Required Skills & Qualifications
- Core Expertise: 8 years in Data Engineering and architecture.
- Microsoft Fabric Stack: Expert proficiency in Data Factory (Fabric) for orchestration and Lakehouse management (Delta tables, files).
- Spark Engineering: Advanced hands-on experience with PySpark, Spark SQL, or Scala using Fabric Notebooks and Spark Job Definitions.
- OneLake / ADLS Gen2: Deep understanding of storage structures, Delta Lake format, partitioning strategies, and shortcuts.
- Pipeline Management: Expert in building ELT/ETL pipelines, monitoring performance via Monitoring Hubs, and implementing automation.
- Visualization: Experience creating intuitive reports and dashboards using Fabric’s integrated reporting tools.
- Domain: Previous experience in the Manufacturing domain is a strong plus.
- Education: Bachelor’s degree in Computer Science, Engineering, or a relevant field.
Role Overview
The Fabric Developer / Sr. Data Engineer will lead the design and implementation of an end-to-end data ecosystem within the Microsoft Fabric platform. Based on site in Phoenix, this role is responsible for the full data lifecycle—from ingestion across diverse sources into OneLake to the creation of curated Delta tables for advanced analytics. You will work closely with Platform Architects and Report Developers to ensure high-performance data layouts, focusing on code reusability, parameterization, and automated workflows. The ideal candidate is a self-driven engineer capable of optimizing Spark jobs for both performance and cost-efficiency in a manufacturing-centric data environment.
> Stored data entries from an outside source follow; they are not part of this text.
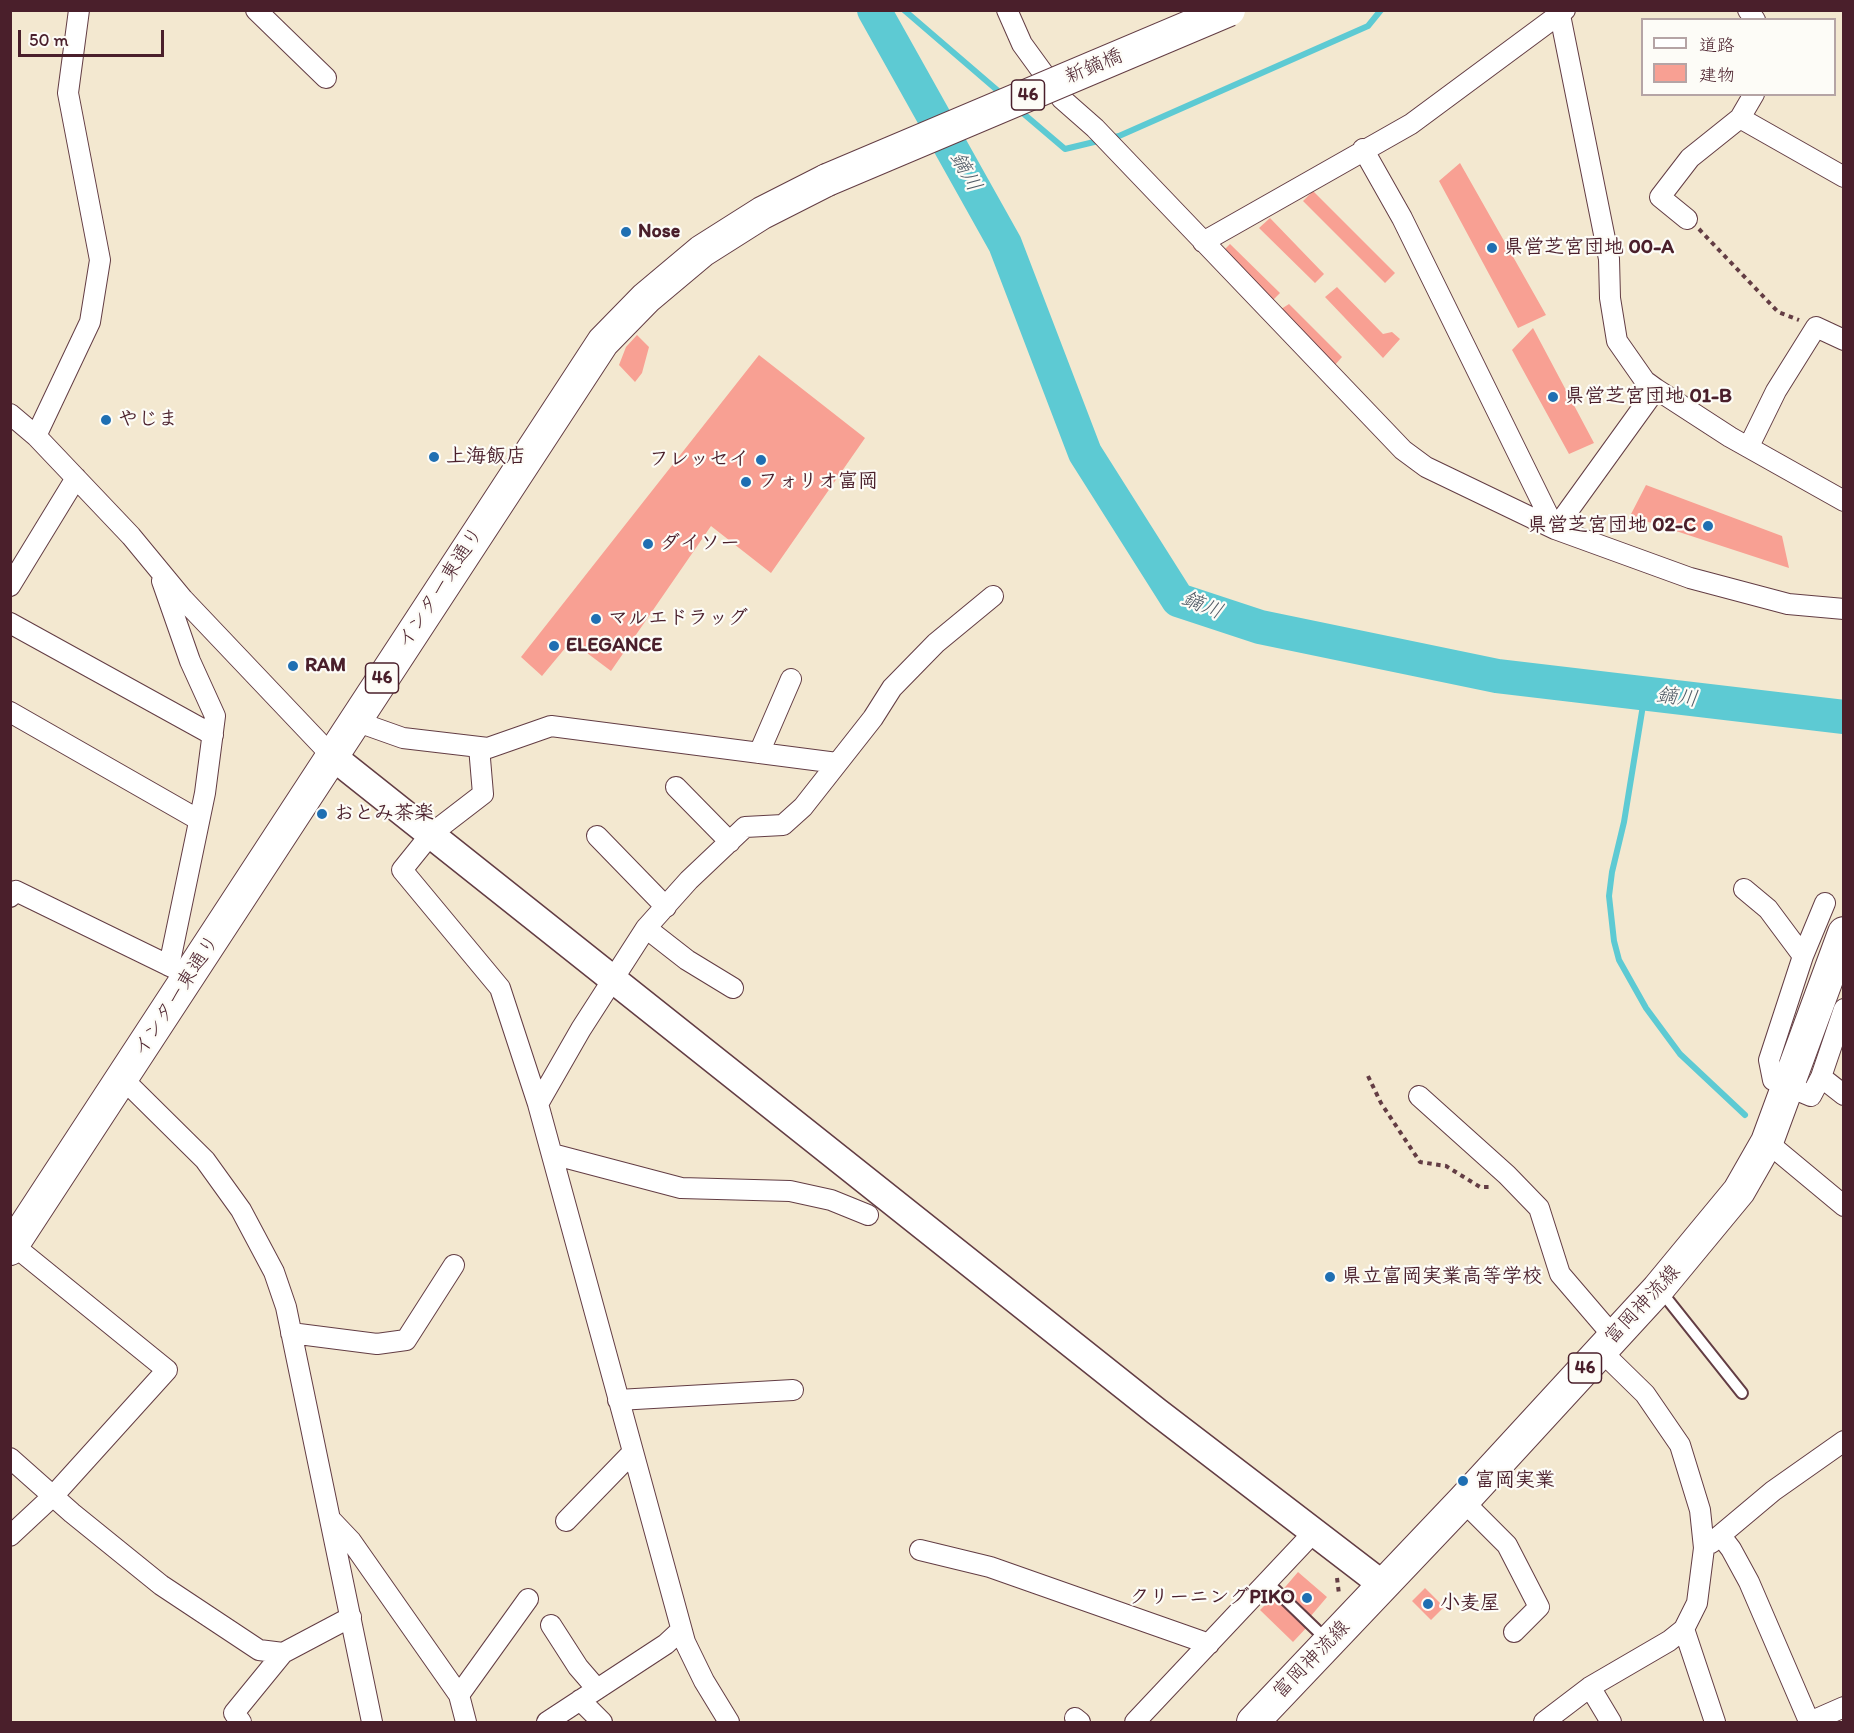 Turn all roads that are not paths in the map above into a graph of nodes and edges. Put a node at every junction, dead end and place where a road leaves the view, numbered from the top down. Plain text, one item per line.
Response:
1 (79, 10) edge
2 (256, 10) edge
3 (1007, 10) edge
4 (1229, 10) edge
5 (1561, 11) edge
6 (326, 78) dead end
7 (1753, 96) edge
8 (1740, 118) junction
9 (1363, 148) junction
10 (1844, 177) edge
11 (827, 180) joint
12 (1687, 219) road end
13 (1203, 242) junction
14 (1844, 340) edge
15 (1656, 389) junction
16 (10, 414) edge
17 (36, 436) junction
18 (1749, 446) junction
19 (76, 478) junction
20 (1844, 501) edge
21 (1556, 529) junction
22 (157, 568) junction
23 (10, 586) edge
24 (993, 596) dead end
25 (1844, 609) edge
26 (10, 623) edge
27 (791, 679) dead end
28 (10, 712) edge
29 (354, 722) junction
30 (213, 735) junction
31 (479, 747) junction
32 (759, 753) junction
33 (332, 756) junction
34 (837, 763) junction
35 (676, 787) dead end
36 (199, 820) junction
37 (431, 834) junction
38 (597, 836) dead end
39 (730, 842) junction
40 (1744, 889) dead end
41 (12, 892) edge
42 (1825, 903) dead end
43 (666, 907) junction
44 (646, 928) junction
45 (1839, 946) edge
46 (1803, 956) junction
47 (176, 976) junction
48 (613, 978) junction
49 (733, 988) dead end
50 (1844, 1009) edge
51 (1821, 1077) junction
52 (123, 1079) junction
53 (1787, 1088) junction
54 (1844, 1095) edge
55 (1419, 1096) dead end
56 (538, 1104) junction
57 (1767, 1142) junction
58 (552, 1154) junction
59 (1844, 1206) edge
60 (868, 1215) dead end
61 (15, 1235) edge
62 (454, 1264) dead end
63 (1658, 1289) junction
64 (291, 1333) junction
65 (1608, 1344) junction
66 (794, 1390) dead end
67 (1742, 1393) dead end
68 (618, 1400) junction
69 (1844, 1441) edge
70 (632, 1453) junction
71 (10, 1458) edge
72 (54, 1495) junction
73 (1463, 1501) junction
74 (331, 1520) junction
75 (566, 1521) dead end
76 (1313, 1533) junction
77 (10, 1536) edge
78 (1721, 1536) junction
79 (1704, 1548) junction
80 (920, 1550) dead end
81 (1267, 1582) junction
82 (1383, 1585) junction
83 (528, 1599) dead end
84 (351, 1617) junction
85 (551, 1625) dead end
86 (1684, 1629) junction
87 (681, 1630) junction
88 (1514, 1632) dead end
89 (1330, 1642) junction
90 (1209, 1644) junction
91 (283, 1653) junction
92 (1590, 1687) junction
93 (597, 1689) junction
94 (459, 1695) junction
95 (580, 1700) junction
96 (1844, 1707) edge
97 (241, 1722) edge
98 (372, 1722) edge
99 (466, 1722) edge
100 (547, 1722) edge
101 (602, 1722) edge
102 (729, 1722) edge
103 (1135, 1722) edge
104 (1253, 1722) edge
105 (1544, 1722) edge
106 (1611, 1722) edge
107 (1715, 1722) edge

1 - 17 street
2 - 6 street
3 - 13 street
4 - 11 main road, 新鏑橋 / 46, bridge
5 - 9 street
5 - 15 street
7 - 8 street
8 - 10 street
8 - 12 street
9 - 13 street
9 - 21 street
11 - 29 main road, インター東通り / 46
13 - 21 street
14 - 18 street
15 - 18 street
15 - 21 street
16 - 17 street
17 - 19 street
18 - 20 street
19 - 22 street
19 - 23 street
21 - 25 street
22 - 30 street
22 - 33 street
24 - 34 street
26 - 30 street
27 - 32 street
28 - 36 street
29 - 31 street
29 - 33 main road, インター東通り / 46
30 - 36 street
31 - 32 street
31 - 37 street
32 - 34 street
33 - 37 street
33 - 47 main road, インター東通り / 46
34 - 39 street
35 - 39 street
36 - 47 street
37 - 48 street
37 - 56 street
38 - 43 street
39 - 43 street
40 - 46 street
41 - 47 street
42 - 46 street
43 - 44 street
44 - 48 street
44 - 49 street
45 - 53 main road, 富岡神流線 / 46
46 - 53 street
47 - 52 main road, インター東通り / 46
48 - 56 street
48 - 76 street
50 - 51 street
51 - 53 street
51 - 54 street
52 - 61 main road, インター東通り / 46
52 - 64 street
53 - 57 main road, 富岡神流線 / 46
55 - 65 street
56 - 58 street
57 - 59 street
57 - 63 main road, 富岡神流線 / 46
58 - 60 street
58 - 68 street
61 - 72 street
62 - 64 street
63 - 65 main road, 富岡神流線 / 46
63 - 67 lane
64 - 74 street
65 - 73 main road, 富岡神流線 / 46
65 - 79 street
66 - 68 street
68 - 70 street
69 - 78 street
70 - 75 street
70 - 87 street
71 - 72 street
72 - 77 street
72 - 91 street
73 - 82 main road, 富岡神流線 / 46
73 - 88 street
74 - 84 street
74 - 94 street
76 - 81 street
76 - 82 street
78 - 79 street
78 - 96 street
79 - 86 street
80 - 90 street
81 - 89 lane
81 - 90 street
82 - 89 main road, 富岡神流線 / 46
83 - 94 street
84 - 91 street
84 - 98 street
85 - 93 street
86 - 92 street
86 - 107 street
87 - 93 street
87 - 102 street
89 - 104 main road, 富岡神流線 / 46
90 - 103 street
91 - 97 street
92 - 105 street
92 - 106 street
93 - 95 street
94 - 99 street
95 - 100 street
95 - 101 street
Technical Core & Responsibilities
Data Ingestion & Lakehouse Architecture
- Orchestration: Build and maintain scalable ELT/ETL pipelines using Data Factory within Fabric, enabling efficient ingestion from multiple resources.
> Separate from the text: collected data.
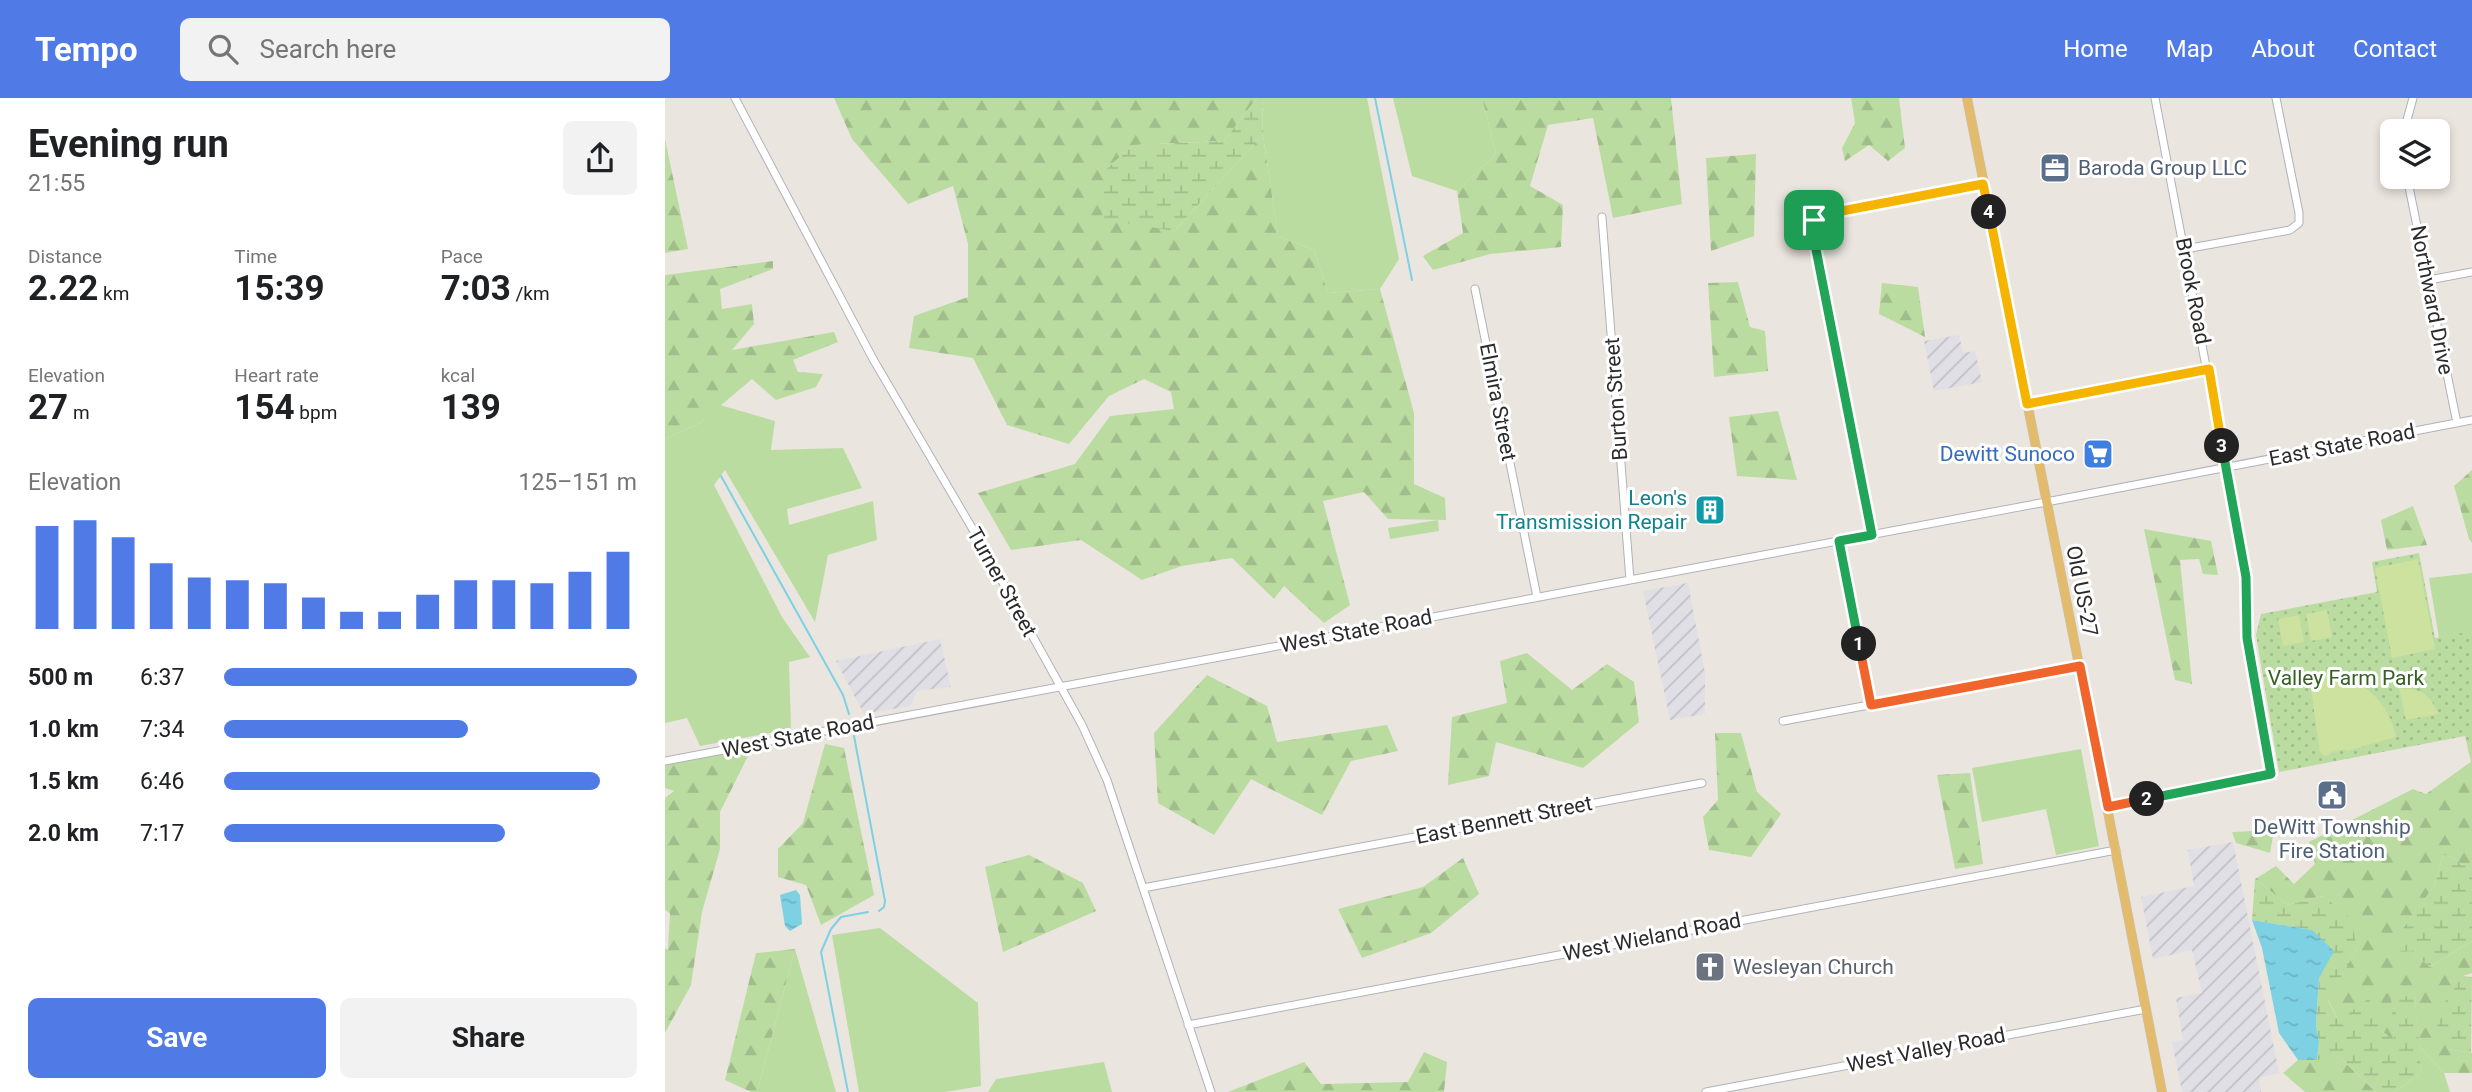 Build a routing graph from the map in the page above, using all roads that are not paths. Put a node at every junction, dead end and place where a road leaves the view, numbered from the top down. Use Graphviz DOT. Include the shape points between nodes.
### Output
graph roads {
  1 [pos="735,98"];
  2 [pos="1966,98"];
  3 [pos="2155,98"];
  4 [pos="2276,98"];
  5 [pos="2413,98"];
  6 [pos="2407,119"];
  7 [pos="1983,184"];
  8 [pos="2409,189"];
  9 [pos="1602,217"];
  10 [pos="2185,249"];
  11 [pos="2472,272"];
  12 [pos="2428,280"];
  13 [pos="1475,289"];
  14 [pos="2209,369"];
  15 [pos="2027,404"];
  16 [pos="2472,420"];
  17 [pos="2457,423"];
  18 [pos="2226,467"];
  19 [pos="2046,502"];
  20 [pos="1872,535"];
  21 [pos="1839,541"];
  22 [pos="1630,580"];
  23 [pos="1537,597"];
  24 [pos="2080,666"];
  25 [pos="1060,686"];
  26 [pos="1871,705"];
  27 [pos="1783,722"];
  28 [pos="665,761"];
  29 [pos="1702,783"];
  30 [pos="2108,807"];
  31 [pos="2116,850"];
  32 [pos="1143,888"];
  33 [pos="2146,1009"];
  34 [pos="1188,1025"];
  35 [pos="1211,1092"];
  36 [pos="1706,1092"];
  37 [pos="2162,1092"];
  1 -- 25 [label="street, Turner Street" via="873,359"];
  2 -- 7 [label="main road, Old US-27"];
  3 -- 10 [label="street, Brook Road"];
  4 -- 10 [label="street" via="2299,223 2290,230"];
  5 -- 6 [label="street"];
  7 -- 15 [label="main road, Old US-27"];
  7 -- 20 [label="street" via="1814,220 1812,229"];
  8 -- 12 [label="street, Northward Drive"];
  9 -- 22 [label="street, Burton Street"];
  10 -- 14 [label="street, Brook Road"];
  11 -- 12 [label="street"];
  12 -- 17 [label="street, Northward Drive"];
  13 -- 23 [label="street, Elmira Street"];
  14 -- 15 [label="street"];
  14 -- 18 [label="street, Brook Road"];
  15 -- 19 [label="main road, Old US-27"];
  16 -- 17 [label="street, East State Road"];
  17 -- 18 [label="street, East State Road"];
  18 -- 19 [label="street, East State Road"];
  18 -- 30 [label="street, Brook Road" via="2246,577 2247,638 2271,774"];
  19 -- 20 [label="street, West State Road"];
  19 -- 24 [label="main road, Old US-27"];
  20 -- 21 [label="street, West State Road"];
  21 -- 22 [label="street, West State Road"];
  21 -- 26 [label="street"];
  22 -- 23 [label="street, West State Road"];
  23 -- 25 [label="street, West State Road"];
  24 -- 26 [label="street"];
  24 -- 30 [label="main road, Old US-27"];
  25 -- 28 [label="street, West State Road"];
  25 -- 32 [label="street, Turner Street" via="1101,765"];
  26 -- 27 [label="street"];
  29 -- 32 [label="street, East Bennett Street"];
  30 -- 31 [label="main road, Old US-27"];
  31 -- 33 [label="main road, Old US-27"];
  31 -- 34 [label="street, West Wieland Road"];
  32 -- 34 [label="street, Turner Street"];
  33 -- 36 [label="street, West Valley Road"];
  33 -- 37 [label="main road, Old US-27"];
  34 -- 35 [label="street, Turner Street"];
}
- Lakehouse Management: Create and manage Lakehouse structures as the primary landing and processing zones, utilizing Delta Lake formats for reliability.
- OneLake Optimization: Implement storage and retrieval strategies, including partitioning and Shortcuts, to handle large-scale datasets.
Transformation & Spark Processing
- Complex Engineering: Use PySpark and Spark Notebooks for sophisticated data cleansing, enrichment, and large-scale transformations directly on OneLake data.
- Performance Tuning: Optimize Spark Job Definitions and data layouts to ensure high performance and cost-effective processing.
- Quality & Governance: Apply data quality rules and governance principles to all pipelines and data structures to ensure curated, report-ready data.
Automation & Delivery
- Workflow Automation: Reduce manual intervention by implementing automated data processing and integration workflows.
- Collaborative Design: Partner with Report Developers to transform raw data into interactive, intuitive dashboards and usable analysis formats.
- Project Leadership: Act as a self-driven lead to drive data projects through the entire delivery lifecycle, ensuring code reusability and parameterization throughout.